• _Provided material_
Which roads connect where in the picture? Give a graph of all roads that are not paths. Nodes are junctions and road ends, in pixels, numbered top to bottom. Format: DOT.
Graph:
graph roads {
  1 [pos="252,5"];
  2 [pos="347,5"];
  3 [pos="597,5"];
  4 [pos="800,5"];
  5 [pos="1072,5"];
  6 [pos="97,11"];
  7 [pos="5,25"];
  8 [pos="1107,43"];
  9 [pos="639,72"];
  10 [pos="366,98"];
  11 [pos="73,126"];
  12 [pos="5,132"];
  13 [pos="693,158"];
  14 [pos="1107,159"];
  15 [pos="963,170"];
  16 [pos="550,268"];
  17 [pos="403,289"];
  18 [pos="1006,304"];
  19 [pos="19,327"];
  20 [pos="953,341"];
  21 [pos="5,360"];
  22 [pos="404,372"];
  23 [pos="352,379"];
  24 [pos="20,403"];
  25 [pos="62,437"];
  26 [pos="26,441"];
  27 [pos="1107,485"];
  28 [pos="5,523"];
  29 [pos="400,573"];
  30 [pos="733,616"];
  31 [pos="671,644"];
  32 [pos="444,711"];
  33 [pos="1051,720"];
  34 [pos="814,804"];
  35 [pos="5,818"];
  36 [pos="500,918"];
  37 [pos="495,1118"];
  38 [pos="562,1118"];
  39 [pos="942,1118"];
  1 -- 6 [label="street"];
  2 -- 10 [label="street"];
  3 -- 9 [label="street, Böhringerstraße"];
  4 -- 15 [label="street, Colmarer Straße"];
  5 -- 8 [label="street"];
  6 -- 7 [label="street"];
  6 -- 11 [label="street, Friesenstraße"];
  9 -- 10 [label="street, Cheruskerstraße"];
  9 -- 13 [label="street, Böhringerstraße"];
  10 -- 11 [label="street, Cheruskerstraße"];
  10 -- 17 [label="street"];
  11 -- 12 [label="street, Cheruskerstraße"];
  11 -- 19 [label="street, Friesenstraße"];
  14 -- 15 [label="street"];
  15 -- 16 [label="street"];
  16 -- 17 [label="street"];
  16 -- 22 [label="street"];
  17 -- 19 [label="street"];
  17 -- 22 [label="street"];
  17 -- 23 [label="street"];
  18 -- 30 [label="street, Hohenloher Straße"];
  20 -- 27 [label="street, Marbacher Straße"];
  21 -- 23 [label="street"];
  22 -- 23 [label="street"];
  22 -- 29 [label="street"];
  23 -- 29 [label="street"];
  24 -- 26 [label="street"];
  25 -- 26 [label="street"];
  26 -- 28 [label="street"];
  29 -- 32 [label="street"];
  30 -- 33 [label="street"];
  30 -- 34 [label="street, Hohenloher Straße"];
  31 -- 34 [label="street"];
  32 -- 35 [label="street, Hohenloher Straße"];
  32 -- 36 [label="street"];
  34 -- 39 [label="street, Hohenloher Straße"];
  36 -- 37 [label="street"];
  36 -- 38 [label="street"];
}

• _Work instructions_
Each line in the data that holds the string "Böhringerstraße" must be returned.

• _Exercise solution_
  3 -- 9 [label="street, Böhringerstraße"];
  9 -- 13 [label="street, Böhringerstraße"];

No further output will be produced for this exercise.